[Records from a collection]
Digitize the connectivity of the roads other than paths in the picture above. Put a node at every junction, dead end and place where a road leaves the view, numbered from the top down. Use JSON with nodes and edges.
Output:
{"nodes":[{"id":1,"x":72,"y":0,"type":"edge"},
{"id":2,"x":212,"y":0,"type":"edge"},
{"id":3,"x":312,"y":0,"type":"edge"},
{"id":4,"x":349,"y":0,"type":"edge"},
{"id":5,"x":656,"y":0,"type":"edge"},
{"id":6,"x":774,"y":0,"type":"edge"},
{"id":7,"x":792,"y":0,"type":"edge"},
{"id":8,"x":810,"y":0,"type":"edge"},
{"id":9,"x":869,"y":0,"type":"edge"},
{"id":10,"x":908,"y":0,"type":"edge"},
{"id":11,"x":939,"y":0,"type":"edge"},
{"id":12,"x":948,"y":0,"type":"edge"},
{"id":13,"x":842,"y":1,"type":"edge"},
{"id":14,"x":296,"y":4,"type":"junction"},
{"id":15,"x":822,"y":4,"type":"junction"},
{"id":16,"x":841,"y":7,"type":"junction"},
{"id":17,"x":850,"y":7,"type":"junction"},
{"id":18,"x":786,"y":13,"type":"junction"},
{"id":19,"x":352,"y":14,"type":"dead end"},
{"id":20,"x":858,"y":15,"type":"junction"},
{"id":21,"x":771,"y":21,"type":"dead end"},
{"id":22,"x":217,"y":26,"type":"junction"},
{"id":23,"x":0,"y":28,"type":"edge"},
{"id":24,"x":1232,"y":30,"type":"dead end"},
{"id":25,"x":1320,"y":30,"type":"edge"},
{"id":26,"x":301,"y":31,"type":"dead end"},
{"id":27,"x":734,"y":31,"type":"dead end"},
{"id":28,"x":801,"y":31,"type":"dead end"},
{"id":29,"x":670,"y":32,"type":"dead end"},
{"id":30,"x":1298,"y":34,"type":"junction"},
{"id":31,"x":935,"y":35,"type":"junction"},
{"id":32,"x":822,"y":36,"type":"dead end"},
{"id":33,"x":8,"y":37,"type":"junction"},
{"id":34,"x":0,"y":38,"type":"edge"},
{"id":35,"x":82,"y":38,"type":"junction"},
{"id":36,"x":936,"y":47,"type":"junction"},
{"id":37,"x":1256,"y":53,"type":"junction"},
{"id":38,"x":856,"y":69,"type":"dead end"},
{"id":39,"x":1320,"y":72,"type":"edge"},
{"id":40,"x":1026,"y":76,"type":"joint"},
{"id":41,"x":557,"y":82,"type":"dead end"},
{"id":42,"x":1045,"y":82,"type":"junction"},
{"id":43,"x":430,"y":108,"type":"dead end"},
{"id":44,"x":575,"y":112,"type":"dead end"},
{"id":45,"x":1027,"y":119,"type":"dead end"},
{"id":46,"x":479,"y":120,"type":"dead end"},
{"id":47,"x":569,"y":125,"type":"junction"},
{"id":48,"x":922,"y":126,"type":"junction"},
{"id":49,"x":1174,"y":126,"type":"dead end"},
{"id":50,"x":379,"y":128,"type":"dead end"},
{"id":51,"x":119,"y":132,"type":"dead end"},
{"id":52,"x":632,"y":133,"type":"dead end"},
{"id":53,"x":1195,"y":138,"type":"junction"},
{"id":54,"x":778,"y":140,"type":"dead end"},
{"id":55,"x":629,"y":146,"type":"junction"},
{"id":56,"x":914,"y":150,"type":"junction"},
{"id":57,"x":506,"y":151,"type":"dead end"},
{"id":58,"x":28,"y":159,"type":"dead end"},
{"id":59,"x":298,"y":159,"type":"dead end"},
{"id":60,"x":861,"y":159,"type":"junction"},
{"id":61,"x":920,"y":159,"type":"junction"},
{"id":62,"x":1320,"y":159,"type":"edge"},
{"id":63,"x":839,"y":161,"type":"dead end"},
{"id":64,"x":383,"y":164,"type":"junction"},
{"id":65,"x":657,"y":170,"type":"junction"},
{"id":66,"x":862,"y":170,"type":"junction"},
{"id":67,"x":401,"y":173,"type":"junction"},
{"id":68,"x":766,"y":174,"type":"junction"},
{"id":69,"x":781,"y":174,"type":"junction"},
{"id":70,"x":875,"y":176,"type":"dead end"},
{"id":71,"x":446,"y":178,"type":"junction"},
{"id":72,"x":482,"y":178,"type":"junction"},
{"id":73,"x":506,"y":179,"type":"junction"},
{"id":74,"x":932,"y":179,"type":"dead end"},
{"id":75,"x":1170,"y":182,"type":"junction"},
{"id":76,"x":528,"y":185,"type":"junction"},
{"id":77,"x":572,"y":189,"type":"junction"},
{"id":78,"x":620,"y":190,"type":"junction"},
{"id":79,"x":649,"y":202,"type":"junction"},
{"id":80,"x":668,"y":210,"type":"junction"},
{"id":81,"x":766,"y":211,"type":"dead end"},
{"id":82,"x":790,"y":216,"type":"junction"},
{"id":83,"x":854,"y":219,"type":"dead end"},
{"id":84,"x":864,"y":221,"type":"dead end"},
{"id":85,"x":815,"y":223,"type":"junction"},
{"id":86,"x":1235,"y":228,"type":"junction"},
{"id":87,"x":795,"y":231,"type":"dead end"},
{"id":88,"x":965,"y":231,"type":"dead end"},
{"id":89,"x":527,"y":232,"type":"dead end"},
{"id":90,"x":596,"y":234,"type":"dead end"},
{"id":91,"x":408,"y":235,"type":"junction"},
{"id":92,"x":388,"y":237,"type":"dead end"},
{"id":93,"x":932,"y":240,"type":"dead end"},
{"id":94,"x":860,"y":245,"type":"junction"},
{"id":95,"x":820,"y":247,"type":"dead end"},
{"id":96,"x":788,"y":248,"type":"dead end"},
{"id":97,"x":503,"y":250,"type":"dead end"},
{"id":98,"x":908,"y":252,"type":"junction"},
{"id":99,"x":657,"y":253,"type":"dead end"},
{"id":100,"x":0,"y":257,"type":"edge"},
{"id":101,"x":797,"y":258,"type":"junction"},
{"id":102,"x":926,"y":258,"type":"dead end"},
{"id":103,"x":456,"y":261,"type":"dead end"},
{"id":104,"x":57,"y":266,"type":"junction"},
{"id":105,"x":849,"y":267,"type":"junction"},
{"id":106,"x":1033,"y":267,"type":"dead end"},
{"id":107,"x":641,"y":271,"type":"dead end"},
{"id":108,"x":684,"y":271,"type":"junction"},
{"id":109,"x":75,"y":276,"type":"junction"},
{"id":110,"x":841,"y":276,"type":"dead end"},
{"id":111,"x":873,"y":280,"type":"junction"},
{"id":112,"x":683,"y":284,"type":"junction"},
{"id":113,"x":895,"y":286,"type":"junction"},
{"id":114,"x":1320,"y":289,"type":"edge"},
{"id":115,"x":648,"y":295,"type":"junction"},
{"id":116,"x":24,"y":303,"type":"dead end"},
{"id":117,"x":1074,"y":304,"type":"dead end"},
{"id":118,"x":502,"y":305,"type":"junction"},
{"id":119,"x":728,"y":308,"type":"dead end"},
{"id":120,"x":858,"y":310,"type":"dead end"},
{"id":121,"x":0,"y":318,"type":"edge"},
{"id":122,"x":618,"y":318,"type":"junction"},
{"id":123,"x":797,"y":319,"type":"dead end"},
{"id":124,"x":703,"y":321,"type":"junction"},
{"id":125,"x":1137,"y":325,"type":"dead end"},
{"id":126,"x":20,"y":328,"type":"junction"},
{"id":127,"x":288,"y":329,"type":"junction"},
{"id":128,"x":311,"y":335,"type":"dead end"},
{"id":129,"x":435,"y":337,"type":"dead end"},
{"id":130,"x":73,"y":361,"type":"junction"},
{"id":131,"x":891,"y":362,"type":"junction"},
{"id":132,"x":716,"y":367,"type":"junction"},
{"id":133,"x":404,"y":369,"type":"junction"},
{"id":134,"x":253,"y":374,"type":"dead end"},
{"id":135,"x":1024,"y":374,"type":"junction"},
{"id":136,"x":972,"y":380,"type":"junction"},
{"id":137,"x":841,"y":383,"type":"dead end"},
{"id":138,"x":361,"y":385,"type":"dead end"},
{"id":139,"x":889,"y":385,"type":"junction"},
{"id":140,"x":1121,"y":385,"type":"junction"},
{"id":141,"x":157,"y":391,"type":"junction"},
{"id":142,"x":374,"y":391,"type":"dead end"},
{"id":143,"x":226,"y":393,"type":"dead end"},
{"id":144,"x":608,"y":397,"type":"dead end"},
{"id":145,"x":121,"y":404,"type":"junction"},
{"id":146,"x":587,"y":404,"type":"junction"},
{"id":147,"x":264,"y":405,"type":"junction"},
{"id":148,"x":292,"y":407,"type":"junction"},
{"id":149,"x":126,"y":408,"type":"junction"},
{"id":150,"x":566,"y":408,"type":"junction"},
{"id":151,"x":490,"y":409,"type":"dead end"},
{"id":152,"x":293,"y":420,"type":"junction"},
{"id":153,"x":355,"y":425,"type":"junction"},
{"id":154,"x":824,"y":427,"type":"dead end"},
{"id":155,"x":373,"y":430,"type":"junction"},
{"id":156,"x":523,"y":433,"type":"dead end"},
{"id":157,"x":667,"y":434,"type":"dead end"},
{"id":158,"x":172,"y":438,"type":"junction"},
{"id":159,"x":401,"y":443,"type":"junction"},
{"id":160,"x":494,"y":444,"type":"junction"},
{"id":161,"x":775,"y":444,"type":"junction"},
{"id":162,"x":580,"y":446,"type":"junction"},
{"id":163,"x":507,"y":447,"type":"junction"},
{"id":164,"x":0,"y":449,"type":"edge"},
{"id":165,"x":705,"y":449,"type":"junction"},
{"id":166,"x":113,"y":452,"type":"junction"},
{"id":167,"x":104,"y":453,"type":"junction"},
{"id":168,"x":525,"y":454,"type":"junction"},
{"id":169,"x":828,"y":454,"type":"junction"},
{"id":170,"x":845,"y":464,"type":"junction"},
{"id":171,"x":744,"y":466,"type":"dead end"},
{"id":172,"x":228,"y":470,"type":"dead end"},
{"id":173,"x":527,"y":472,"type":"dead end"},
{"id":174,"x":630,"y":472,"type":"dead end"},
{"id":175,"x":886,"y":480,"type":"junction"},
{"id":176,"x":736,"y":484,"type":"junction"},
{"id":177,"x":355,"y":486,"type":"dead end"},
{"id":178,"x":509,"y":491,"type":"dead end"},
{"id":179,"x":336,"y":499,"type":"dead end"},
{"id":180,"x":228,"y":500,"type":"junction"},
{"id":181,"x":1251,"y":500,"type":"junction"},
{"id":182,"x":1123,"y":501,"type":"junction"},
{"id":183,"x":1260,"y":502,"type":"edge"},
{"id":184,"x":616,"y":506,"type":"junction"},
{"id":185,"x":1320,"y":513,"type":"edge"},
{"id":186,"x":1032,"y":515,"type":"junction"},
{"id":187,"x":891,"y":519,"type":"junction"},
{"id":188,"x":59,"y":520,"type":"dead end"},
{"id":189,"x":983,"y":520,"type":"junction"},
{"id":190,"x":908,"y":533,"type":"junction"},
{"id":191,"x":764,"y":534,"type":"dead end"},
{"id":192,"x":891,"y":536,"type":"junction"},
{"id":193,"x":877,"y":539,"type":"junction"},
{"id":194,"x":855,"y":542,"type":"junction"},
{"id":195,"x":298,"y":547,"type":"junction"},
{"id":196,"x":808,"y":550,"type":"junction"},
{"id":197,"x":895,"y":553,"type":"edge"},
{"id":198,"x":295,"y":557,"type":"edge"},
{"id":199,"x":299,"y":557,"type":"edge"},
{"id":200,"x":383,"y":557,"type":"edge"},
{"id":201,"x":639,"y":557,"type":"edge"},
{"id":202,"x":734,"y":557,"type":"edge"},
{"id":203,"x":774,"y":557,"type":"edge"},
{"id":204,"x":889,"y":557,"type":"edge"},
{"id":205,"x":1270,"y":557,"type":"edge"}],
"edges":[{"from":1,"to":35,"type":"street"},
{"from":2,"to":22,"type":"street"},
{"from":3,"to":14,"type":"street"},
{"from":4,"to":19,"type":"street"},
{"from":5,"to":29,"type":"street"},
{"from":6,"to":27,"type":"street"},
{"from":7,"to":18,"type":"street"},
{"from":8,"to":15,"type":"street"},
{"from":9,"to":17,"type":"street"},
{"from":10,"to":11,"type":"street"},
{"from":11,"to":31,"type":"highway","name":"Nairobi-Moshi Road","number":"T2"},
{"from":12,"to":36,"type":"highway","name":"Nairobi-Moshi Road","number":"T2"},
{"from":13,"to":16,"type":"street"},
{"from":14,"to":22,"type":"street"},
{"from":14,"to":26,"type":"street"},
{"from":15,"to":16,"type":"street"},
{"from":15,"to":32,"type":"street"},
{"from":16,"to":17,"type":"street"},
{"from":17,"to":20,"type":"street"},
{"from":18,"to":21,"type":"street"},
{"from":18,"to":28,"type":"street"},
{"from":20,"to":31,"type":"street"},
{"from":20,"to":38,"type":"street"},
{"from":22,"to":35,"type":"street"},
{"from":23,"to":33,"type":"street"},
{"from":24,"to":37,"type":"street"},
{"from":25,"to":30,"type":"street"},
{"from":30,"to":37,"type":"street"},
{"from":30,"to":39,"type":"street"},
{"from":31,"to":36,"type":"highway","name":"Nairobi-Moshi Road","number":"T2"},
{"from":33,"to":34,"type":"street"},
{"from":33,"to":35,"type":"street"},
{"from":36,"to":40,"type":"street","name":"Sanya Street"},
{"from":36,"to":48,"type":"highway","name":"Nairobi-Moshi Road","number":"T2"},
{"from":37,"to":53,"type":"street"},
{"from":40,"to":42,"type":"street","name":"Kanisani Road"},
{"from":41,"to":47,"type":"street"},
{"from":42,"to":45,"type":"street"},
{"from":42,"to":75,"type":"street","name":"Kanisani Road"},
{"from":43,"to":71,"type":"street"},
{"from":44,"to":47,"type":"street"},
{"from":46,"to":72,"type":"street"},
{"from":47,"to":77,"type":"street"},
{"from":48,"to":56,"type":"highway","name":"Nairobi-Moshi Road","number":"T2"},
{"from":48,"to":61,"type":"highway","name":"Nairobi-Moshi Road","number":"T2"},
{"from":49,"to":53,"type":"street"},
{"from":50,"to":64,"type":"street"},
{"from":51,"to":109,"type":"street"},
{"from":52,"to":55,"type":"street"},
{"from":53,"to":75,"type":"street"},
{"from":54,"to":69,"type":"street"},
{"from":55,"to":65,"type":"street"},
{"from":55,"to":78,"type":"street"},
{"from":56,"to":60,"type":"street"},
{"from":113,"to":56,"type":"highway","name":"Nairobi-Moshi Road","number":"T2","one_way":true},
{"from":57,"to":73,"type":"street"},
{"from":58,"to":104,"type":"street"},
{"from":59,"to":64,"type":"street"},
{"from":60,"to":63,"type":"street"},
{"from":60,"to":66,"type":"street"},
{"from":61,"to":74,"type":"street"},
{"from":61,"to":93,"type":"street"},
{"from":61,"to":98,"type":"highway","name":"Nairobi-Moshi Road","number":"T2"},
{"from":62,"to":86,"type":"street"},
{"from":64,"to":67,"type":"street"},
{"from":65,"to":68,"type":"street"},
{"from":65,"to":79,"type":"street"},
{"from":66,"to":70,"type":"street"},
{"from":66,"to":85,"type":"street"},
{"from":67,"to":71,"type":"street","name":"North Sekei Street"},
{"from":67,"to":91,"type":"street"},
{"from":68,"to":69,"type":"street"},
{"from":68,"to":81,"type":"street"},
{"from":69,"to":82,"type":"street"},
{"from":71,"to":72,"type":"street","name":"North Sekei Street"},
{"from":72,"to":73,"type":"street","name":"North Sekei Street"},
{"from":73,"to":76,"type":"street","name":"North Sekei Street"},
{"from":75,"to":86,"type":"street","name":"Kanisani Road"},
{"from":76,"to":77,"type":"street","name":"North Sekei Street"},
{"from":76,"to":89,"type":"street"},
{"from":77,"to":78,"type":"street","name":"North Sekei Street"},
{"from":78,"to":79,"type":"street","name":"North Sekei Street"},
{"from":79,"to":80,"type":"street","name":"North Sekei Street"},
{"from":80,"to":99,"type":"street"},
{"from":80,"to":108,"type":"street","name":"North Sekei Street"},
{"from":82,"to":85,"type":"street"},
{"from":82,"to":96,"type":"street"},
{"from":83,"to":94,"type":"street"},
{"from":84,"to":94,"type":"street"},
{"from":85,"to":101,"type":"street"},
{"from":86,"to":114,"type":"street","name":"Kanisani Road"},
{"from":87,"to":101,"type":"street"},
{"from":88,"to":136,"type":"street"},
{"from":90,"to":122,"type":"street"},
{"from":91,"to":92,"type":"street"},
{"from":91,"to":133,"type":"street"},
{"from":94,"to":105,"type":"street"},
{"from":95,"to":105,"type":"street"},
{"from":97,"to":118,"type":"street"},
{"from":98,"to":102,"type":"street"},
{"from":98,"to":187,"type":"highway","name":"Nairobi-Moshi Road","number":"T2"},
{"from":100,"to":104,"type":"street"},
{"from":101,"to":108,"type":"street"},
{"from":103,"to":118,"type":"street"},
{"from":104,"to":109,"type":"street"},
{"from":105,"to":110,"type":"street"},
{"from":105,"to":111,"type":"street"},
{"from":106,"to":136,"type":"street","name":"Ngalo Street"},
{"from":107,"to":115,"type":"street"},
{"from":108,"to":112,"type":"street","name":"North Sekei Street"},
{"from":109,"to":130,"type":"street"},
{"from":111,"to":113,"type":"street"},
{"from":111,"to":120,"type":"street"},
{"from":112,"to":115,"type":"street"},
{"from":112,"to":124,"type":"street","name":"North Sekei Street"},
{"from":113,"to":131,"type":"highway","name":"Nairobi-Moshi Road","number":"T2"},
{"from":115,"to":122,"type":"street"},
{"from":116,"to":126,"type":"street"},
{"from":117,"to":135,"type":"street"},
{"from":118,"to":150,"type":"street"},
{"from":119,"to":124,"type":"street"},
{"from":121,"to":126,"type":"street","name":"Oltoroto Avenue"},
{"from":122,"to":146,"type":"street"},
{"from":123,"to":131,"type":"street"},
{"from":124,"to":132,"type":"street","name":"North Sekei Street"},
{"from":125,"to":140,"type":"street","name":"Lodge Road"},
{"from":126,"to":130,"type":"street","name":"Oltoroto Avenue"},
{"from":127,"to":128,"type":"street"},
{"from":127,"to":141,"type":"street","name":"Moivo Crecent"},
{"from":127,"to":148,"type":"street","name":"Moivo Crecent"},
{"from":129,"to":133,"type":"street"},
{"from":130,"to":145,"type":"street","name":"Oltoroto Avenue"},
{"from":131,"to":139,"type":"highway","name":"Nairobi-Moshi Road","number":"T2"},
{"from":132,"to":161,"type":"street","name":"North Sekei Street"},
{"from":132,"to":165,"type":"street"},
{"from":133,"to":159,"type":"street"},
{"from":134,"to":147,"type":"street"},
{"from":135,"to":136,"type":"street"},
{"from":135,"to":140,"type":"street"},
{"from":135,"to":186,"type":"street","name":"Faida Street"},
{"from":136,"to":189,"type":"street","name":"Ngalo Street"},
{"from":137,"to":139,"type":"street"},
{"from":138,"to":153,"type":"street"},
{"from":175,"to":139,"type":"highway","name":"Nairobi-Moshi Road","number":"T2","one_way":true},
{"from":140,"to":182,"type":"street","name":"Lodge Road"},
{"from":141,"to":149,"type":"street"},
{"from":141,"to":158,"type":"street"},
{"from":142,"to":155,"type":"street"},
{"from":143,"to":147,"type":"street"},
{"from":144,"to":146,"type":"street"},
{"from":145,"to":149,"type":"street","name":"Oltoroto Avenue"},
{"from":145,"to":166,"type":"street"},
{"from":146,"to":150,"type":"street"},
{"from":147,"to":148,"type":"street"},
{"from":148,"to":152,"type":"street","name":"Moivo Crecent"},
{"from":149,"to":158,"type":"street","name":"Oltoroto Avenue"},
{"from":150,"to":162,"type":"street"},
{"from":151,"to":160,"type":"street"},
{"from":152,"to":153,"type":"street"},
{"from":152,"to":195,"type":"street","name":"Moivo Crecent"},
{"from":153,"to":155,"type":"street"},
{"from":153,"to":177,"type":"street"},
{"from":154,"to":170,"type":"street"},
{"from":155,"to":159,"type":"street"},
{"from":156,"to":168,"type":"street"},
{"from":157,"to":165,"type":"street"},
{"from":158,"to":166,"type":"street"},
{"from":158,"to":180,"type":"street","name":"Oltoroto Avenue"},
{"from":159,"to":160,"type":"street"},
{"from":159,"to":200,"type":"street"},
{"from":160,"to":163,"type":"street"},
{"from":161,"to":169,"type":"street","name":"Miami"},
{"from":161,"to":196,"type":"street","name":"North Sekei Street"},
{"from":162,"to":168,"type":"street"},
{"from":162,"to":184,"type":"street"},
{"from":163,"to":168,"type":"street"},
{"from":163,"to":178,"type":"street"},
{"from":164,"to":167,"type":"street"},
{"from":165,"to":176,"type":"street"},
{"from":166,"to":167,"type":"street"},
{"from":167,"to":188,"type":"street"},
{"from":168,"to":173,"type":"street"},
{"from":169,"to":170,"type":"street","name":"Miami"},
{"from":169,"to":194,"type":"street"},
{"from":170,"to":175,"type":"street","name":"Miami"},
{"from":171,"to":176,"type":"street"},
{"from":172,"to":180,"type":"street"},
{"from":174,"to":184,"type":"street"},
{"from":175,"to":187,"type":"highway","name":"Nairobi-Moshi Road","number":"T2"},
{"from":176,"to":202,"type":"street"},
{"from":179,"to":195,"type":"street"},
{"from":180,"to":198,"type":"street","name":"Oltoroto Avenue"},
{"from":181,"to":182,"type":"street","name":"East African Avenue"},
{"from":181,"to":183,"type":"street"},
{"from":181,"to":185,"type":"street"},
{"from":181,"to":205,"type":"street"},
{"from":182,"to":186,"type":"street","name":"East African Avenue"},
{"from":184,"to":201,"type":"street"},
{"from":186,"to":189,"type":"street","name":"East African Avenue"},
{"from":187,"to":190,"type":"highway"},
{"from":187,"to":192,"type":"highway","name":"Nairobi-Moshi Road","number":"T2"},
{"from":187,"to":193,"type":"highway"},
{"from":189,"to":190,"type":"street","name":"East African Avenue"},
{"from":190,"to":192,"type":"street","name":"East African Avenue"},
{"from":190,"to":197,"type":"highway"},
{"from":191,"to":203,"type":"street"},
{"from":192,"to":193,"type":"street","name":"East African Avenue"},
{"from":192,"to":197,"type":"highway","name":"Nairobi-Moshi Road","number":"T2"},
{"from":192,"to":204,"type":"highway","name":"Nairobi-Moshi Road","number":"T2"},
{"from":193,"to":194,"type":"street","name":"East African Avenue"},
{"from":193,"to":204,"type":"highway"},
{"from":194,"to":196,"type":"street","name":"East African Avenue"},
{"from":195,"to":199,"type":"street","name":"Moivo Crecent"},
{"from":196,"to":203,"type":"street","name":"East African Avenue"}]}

EXERCISE BRIEF » Check each line above for the string "nodes" and copy the ones that have it.

RESULT OF THE TASK »
Digitize the connectivity of the roads other than paths in the picture above. Put a node at every junction, dead end and place where a road leaves the view, numbered from the top down. Use JSON with nodes and edges.
{"nodes":[{"id":1,"x":72,"y":0,"type":"edge"},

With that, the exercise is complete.